Simulate the birthday-matching problem

The Birthday Problem: The probability of a matching birthday in a room of that contains N people (N=2,3,...,60). You can simulate the birthday problem in SAS and compute a Monte Carlo estimate of the probability of a match.

This article simulates the birthday-matching problem in SAS. The birthday-matching problem (also called the birthday problem or birthday paradox) answers the following question: "if there are N people in a room, what is the probability that at least two people share a birthday?" The birthday problem is famous because the probability of duplicate birthdays is much higher than most people would guess: Among 23 people, the probability of a shared birthday is more than 50%.

If you assume a uniform distribution of birthdays, the birthday-matching problem can be solved exactly. In reality birthdays are not uniformly distributed, but as I show in Statistical Programming with SAS/IML Software (Wicklin 2010), you can use a Monte Carlo simulation to estimate the probability of a matching birthday.

This article uses ideas from Wicklin (2010) to simulate the birthday problem in the SAS/IML language. The simulation is simplest to understand if you assume uniformly distributed birthdays (p. 335–337), but it is only slightly harder to run a simulation that uses an empirical distribution of birthdays (p. 344–346). For both cases, the simulation requires only a few lines of code.

Monte Carlo estimates of the probabilities in the birthday problem

The birthday-matching problem readily lends itself to Monte Carlo simulation. Represent the birthdays by the integers {1, 2, ..., 365} and do the following:

Choose a random sample of size N (with replacement) from the set of birthdays. That sample represents a "room" of N people.
Determine whether any of the birthdays in the room match. There are N(N-1)/2 pairs of birthdays to check.
Repeat this process for thousands of rooms and compute the proportion of rooms that contain a match. This is a Monte Carlo estimate of the probability of a shared birthday.
If desired, simulate rooms of various sizes, such as N=2, 3, 4,..., 60, and plot the results.

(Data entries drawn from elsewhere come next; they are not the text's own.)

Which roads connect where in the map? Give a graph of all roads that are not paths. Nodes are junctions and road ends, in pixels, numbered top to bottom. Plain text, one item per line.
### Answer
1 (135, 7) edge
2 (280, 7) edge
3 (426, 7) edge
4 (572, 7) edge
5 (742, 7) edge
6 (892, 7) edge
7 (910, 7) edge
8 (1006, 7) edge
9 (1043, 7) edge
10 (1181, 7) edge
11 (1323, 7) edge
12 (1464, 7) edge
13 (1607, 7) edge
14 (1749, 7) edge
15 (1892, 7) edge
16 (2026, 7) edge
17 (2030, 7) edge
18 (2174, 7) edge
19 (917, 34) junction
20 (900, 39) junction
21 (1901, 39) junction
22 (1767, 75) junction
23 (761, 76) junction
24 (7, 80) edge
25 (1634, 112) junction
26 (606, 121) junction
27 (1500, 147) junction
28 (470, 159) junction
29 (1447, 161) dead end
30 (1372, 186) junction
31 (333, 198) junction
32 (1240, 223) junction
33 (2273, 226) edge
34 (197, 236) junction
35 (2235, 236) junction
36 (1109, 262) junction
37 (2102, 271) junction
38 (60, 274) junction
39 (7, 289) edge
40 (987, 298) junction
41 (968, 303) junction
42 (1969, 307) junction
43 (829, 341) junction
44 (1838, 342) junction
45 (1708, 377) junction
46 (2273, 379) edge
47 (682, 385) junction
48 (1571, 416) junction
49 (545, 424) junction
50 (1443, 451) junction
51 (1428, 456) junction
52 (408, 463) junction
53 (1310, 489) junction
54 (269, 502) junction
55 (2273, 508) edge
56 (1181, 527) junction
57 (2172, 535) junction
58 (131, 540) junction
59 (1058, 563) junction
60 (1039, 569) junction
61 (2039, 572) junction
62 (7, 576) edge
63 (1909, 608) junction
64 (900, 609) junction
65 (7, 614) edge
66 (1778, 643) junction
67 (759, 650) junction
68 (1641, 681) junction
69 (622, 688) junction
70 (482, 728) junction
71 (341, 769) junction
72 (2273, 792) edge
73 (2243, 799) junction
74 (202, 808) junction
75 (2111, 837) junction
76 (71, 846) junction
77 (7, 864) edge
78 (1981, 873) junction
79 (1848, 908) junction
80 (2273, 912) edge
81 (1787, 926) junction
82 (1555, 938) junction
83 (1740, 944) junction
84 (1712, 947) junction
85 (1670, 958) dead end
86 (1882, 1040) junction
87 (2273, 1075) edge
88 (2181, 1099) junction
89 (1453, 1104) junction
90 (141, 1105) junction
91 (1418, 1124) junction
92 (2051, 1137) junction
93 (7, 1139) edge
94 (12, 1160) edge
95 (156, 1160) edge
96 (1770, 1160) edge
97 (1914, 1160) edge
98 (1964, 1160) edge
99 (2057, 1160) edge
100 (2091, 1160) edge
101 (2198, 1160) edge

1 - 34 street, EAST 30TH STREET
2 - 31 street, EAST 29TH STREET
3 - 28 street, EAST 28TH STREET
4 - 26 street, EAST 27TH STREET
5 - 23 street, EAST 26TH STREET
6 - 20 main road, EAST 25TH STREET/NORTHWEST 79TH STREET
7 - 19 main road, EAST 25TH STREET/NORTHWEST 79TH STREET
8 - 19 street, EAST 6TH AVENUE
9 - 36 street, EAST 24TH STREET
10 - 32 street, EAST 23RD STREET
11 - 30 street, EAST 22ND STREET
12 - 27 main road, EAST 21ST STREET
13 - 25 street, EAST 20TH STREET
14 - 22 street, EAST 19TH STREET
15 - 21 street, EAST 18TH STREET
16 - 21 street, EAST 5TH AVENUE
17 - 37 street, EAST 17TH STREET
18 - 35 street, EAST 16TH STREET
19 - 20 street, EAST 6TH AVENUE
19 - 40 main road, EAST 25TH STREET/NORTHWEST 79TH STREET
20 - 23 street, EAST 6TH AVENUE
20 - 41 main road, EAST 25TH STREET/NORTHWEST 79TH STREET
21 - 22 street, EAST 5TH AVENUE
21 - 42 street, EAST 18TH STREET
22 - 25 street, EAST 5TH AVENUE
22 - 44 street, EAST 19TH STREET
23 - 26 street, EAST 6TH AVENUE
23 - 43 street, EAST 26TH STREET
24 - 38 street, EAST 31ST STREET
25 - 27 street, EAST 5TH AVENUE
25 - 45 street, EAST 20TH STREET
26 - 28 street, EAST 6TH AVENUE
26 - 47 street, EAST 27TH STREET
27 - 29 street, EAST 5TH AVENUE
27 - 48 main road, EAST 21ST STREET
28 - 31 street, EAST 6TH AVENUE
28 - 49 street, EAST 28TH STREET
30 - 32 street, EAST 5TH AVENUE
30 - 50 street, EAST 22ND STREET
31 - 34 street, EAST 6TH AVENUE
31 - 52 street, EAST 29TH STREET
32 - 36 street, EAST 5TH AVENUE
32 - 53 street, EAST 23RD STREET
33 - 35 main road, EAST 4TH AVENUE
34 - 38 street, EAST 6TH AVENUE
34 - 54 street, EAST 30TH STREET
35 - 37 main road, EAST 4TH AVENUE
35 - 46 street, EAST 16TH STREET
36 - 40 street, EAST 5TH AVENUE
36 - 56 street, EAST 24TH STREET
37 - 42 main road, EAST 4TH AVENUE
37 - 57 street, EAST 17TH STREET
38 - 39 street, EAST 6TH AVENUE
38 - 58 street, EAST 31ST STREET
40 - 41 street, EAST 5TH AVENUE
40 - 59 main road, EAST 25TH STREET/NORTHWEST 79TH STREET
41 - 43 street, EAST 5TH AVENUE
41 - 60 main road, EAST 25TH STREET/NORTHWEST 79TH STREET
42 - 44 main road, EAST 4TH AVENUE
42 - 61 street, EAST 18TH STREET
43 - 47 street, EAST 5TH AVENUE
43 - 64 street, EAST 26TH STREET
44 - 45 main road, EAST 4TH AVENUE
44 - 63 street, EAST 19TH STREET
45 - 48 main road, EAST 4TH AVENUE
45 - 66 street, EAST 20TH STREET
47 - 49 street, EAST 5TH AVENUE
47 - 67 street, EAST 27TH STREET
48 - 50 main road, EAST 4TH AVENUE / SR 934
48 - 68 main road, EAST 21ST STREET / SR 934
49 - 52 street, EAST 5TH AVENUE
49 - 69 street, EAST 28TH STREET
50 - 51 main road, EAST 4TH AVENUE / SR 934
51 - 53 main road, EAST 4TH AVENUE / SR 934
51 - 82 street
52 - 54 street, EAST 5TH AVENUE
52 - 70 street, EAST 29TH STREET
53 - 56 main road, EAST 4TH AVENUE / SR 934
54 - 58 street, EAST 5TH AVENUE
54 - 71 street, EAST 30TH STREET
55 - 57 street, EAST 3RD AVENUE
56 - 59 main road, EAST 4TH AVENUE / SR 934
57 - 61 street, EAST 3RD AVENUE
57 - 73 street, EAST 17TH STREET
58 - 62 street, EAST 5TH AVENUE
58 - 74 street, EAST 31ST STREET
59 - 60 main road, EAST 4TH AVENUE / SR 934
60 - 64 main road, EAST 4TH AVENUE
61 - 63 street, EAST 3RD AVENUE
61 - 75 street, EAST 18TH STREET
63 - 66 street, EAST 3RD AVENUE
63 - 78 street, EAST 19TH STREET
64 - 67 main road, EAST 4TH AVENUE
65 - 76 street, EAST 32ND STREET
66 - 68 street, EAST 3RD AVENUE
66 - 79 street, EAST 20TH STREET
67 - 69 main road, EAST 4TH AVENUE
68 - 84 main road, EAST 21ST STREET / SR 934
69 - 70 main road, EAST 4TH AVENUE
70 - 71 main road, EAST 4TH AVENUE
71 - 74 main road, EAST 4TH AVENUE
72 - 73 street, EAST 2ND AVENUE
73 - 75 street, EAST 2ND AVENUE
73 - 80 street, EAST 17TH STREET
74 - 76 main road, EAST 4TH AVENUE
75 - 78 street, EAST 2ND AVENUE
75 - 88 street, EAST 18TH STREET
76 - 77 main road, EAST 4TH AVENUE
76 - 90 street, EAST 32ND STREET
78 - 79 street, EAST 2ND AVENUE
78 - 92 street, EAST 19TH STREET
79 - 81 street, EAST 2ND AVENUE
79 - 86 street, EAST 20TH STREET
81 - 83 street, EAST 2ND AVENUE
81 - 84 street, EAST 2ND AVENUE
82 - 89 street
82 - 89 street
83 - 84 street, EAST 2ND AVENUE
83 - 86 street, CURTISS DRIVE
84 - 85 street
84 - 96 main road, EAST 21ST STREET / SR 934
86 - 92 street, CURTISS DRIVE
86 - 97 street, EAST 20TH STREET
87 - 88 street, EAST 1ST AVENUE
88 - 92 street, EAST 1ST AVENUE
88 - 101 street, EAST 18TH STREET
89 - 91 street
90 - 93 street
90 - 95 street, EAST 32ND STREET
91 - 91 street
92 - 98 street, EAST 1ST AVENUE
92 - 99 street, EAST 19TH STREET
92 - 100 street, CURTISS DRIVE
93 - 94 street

How to simulate the birthday problem in SAS

Before running the full simulation, let's examine a small-scale simulation that simulates only 10 rooms, each containing a random sample of N = 23 people:

proc iml;
call randseed(12345);                 /* set seed for random number stream */
N = 23;                               /* number of people in room */
NumRooms = 10;                        /* number of simulated rooms */
bday = Sample(1:365, NumRooms||N);    /* simulate: each column is a room that contains N birthdays */
*print bday;                          /* optional: print the 23 x 10 matrix of birthdays */
match = N - countunique(bday, "col"); /* number of unique birthdays in each col */
print match[label="Num Matches (N=23)" c=("Rm1":"Rm10")];
 
/* estimate the probability of a match, based on 10 simulations */
probMatch = (match > 0)[:];          /* mean = proportion of matches */
print probMatch;

Simulate the birthday problem in SAS and estimate the probability of a match

The output shows the number of matches in 10 rooms, each with 23 people. The first room did not contain any people with matching birthdays, nor did rooms 3, 5, 6, 7, and 10. The second room contained one matching birthday, as did rooms 8 and 9. The fourth room contains two shared birthdays. In this small simulation, 4/10 of the rooms contain a shared birthday, so the Monte Carlo estimate of the probability is 0.4. You can compute the estimate by forming the binary indicator variable (match > 0) and computing the mean. (Recall that the mean of a binary vector is the proportion of 1s.)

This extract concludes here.